- **Provided records**
╭──
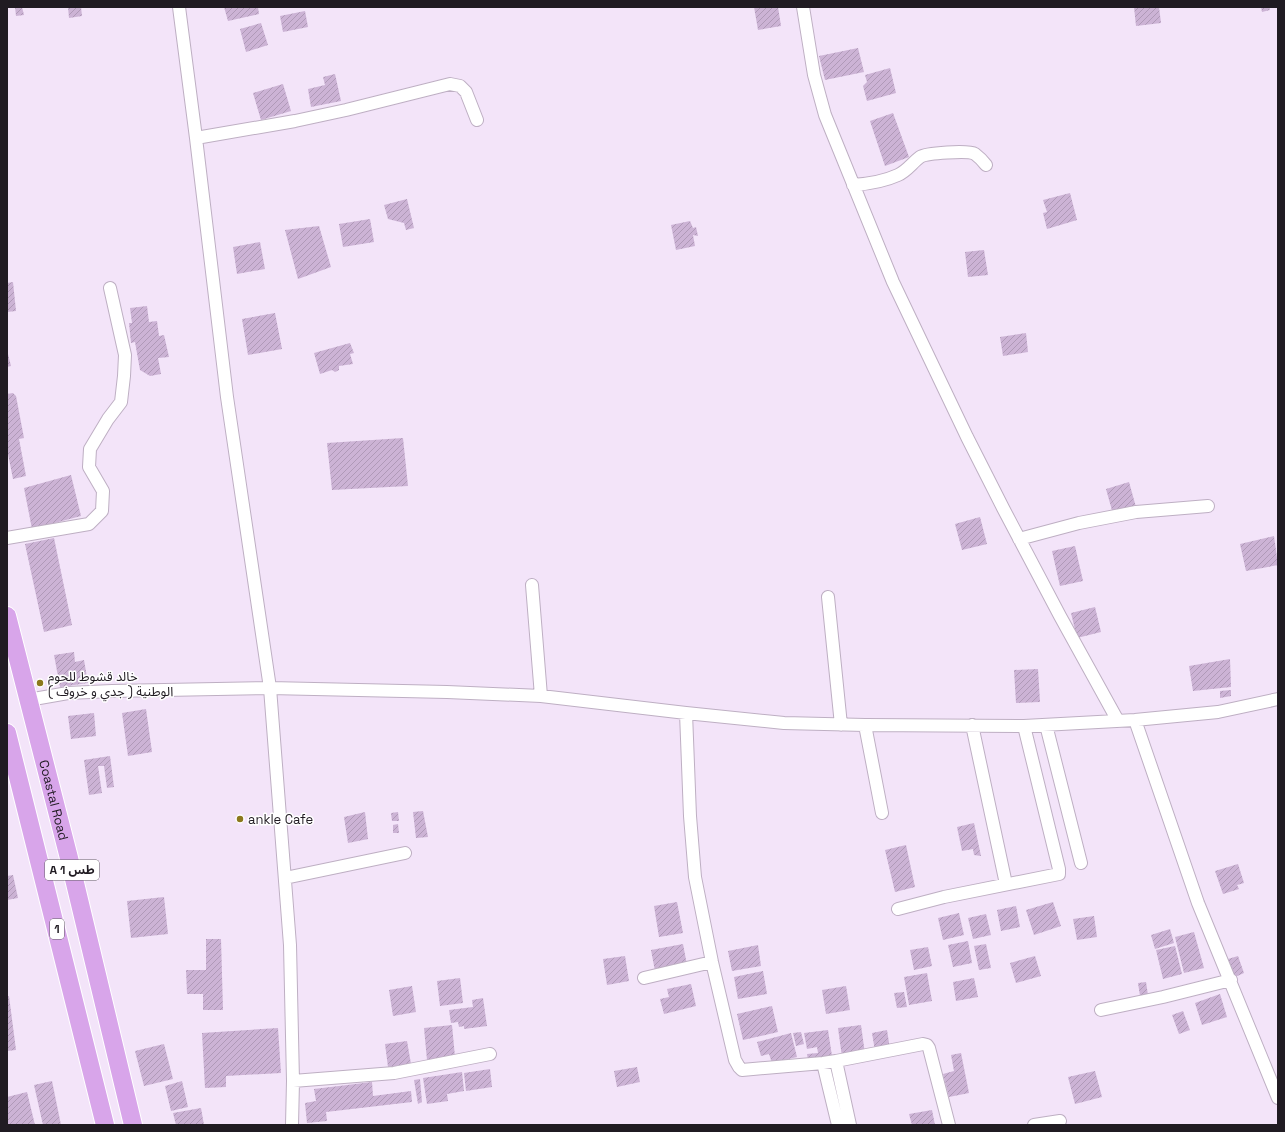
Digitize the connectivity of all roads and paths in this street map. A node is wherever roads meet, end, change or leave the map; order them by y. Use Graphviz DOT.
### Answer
graph roads {
  1 [pos="178,7"];
  2 [pos="803,7"];
  3 [pos="477,120"];
  4 [pos="196,138"];
  5 [pos="986,165"];
  6 [pos="852,185"];
  7 [pos="110,288"];
  8 [pos="1208,506"];
  9 [pos="7,538"];
  10 [pos="1019,539"];
  11 [pos="532,585"];
  12 [pos="828,597"];
  13 [pos="7,616"];
  14 [pos="270,688"];
  15 [pos="541,696"];
  16 [pos="1278,699"];
  17 [pos="28,700"];
  18 [pos="686,713"];
  19 [pos="1135,720"];
  20 [pos="1118,721"];
  21 [pos="841,725"];
  22 [pos="864,725"];
  23 [pos="972,725"];
  24 [pos="1046,725"];
  25 [pos="1024,726"];
  26 [pos="7,733"];
  27 [pos="882,813"];
  28 [pos="405,852"];
  29 [pos="1081,863"];
  30 [pos="285,878"];
  31 [pos="1006,884"];
  32 [pos="898,909"];
  33 [pos="712,962"];
  34 [pos="644,978"];
  35 [pos="1231,980"];
  36 [pos="1101,1010"];
  37 [pos="490,1054"];
  38 [pos="836,1061"];
  39 [pos="824,1063"];
  40 [pos="293,1081"];
  41 [pos="1278,1098"];
  42 [pos="1060,1121"];
  43 [pos="105,1125"];
  44 [pos="134,1125"];
  45 [pos="292,1125"];
  46 [pos="838,1125"];
  47 [pos="850,1125"];
  48 [pos="949,1125"];
  49 [pos="1034,1125"];
  1 -- 4 [label="street"];
  2 -- 6 [label="street"];
  3 -- 4 [label="street"];
  4 -- 14 [label="street"];
  5 -- 6 [label="street"];
  6 -- 10 [label="street"];
  7 -- 9 [label="street"];
  8 -- 10 [label="street"];
  10 -- 20 [label="street"];
  11 -- 15 [label="street"];
  12 -- 21 [label="street"];
  13 -- 17 [label="highway, Coastal Road / A 1 طس"];
  14 -- 15 [label="street"];
  14 -- 17 [label="street"];
  14 -- 30 [label="street"];
  15 -- 18 [label="street"];
  16 -- 19 [label="street"];
  17 -- 44 [label="highway, Coastal Road / A 1 طس"];
  18 -- 21 [label="street"];
  18 -- 33 [label="street"];
  19 -- 20 [label="street"];
  19 -- 35 [label="street"];
  20 -- 24 [label="street"];
  21 -- 22 [label="street"];
  22 -- 23 [label="street"];
  22 -- 27 [label="street"];
  23 -- 25 [label="street"];
  23 -- 31 [label="street"];
  24 -- 25 [label="street"];
  24 -- 29 [label="street"];
  25 -- 31 [label="street"];
  26 -- 43 [label="highway, 1"];
  28 -- 30 [label="street"];
  30 -- 40 [label="street"];
  31 -- 32 [label="street"];
  33 -- 34 [label="street"];
  33 -- 39 [label="street"];
  35 -- 36 [label="street"];
  35 -- 41 [label="street"];
  37 -- 40 [label="street"];
  38 -- 39 [label="street"];
  38 -- 47 [label="street"];
  38 -- 48 [label="street"];
  39 -- 46 [label="street"];
  40 -- 45 [label="street"];
  42 -- 49 [label="street"];
}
╰──
- **Task instructions**
Could you return all of the entries above exactly, without any images?

- **Result below**
Digitize the connectivity of all roads and paths in this street map. A node is wherever roads meet, end, change or leave the map; order them by y. Use Graphviz DOT.
### Answer
graph roads {
  1 [pos="178,7"];
  2 [pos="803,7"];
  3 [pos="477,120"];
  4 [pos="196,138"];
  5 [pos="986,165"];
  6 [pos="852,185"];
  7 [pos="110,288"];
  8 [pos="1208,506"];
  9 [pos="7,538"];
  10 [pos="1019,539"];
  11 [pos="532,585"];
  12 [pos="828,597"];
  13 [pos="7,616"];
  14 [pos="270,688"];
  15 [pos="541,696"];
  16 [pos="1278,699"];
  17 [pos="28,700"];
  18 [pos="686,713"];
  19 [pos="1135,720"];
  20 [pos="1118,721"];
  21 [pos="841,725"];
  22 [pos="864,725"];
  23 [pos="972,725"];
  24 [pos="1046,725"];
  25 [pos="1024,726"];
  26 [pos="7,733"];
  27 [pos="882,813"];
  28 [pos="405,852"];
  29 [pos="1081,863"];
  30 [pos="285,878"];
  31 [pos="1006,884"];
  32 [pos="898,909"];
  33 [pos="712,962"];
  34 [pos="644,978"];
  35 [pos="1231,980"];
  36 [pos="1101,1010"];
  37 [pos="490,1054"];
  38 [pos="836,1061"];
  39 [pos="824,1063"];
  40 [pos="293,1081"];
  41 [pos="1278,1098"];
  42 [pos="1060,1121"];
  43 [pos="105,1125"];
  44 [pos="134,1125"];
  45 [pos="292,1125"];
  46 [pos="838,1125"];
  47 [pos="850,1125"];
  48 [pos="949,1125"];
  49 [pos="1034,1125"];
  1 -- 4 [label="street"];
  2 -- 6 [label="street"];
  3 -- 4 [label="street"];
  4 -- 14 [label="street"];
  5 -- 6 [label="street"];
  6 -- 10 [label="street"];
  7 -- 9 [label="street"];
  8 -- 10 [label="street"];
  10 -- 20 [label="street"];
  11 -- 15 [label="street"];
  12 -- 21 [label="street"];
  13 -- 17 [label="highway, Coastal Road / A 1 طس"];
  14 -- 15 [label="street"];
  14 -- 17 [label="street"];
  14 -- 30 [label="street"];
  15 -- 18 [label="street"];
  16 -- 19 [label="street"];
  17 -- 44 [label="highway, Coastal Road / A 1 طس"];
  18 -- 21 [label="street"];
  18 -- 33 [label="street"];
  19 -- 20 [label="street"];
  19 -- 35 [label="street"];
  20 -- 24 [label="street"];
  21 -- 22 [label="street"];
  22 -- 23 [label="street"];
  22 -- 27 [label="street"];
  23 -- 25 [label="street"];
  23 -- 31 [label="street"];
  24 -- 25 [label="street"];
  24 -- 29 [label="street"];
  25 -- 31 [label="street"];
  26 -- 43 [label="highway, 1"];
  28 -- 30 [label="street"];
  30 -- 40 [label="street"];
  31 -- 32 [label="street"];
  33 -- 34 [label="street"];
  33 -- 39 [label="street"];
  35 -- 36 [label="street"];
  35 -- 41 [label="street"];
  37 -- 40 [label="street"];
  38 -- 39 [label="street"];
  38 -- 47 [label="street"];
  38 -- 48 [label="street"];
  39 -- 46 [label="street"];
  40 -- 45 [label="street"];
  42 -- 49 [label="street"];
}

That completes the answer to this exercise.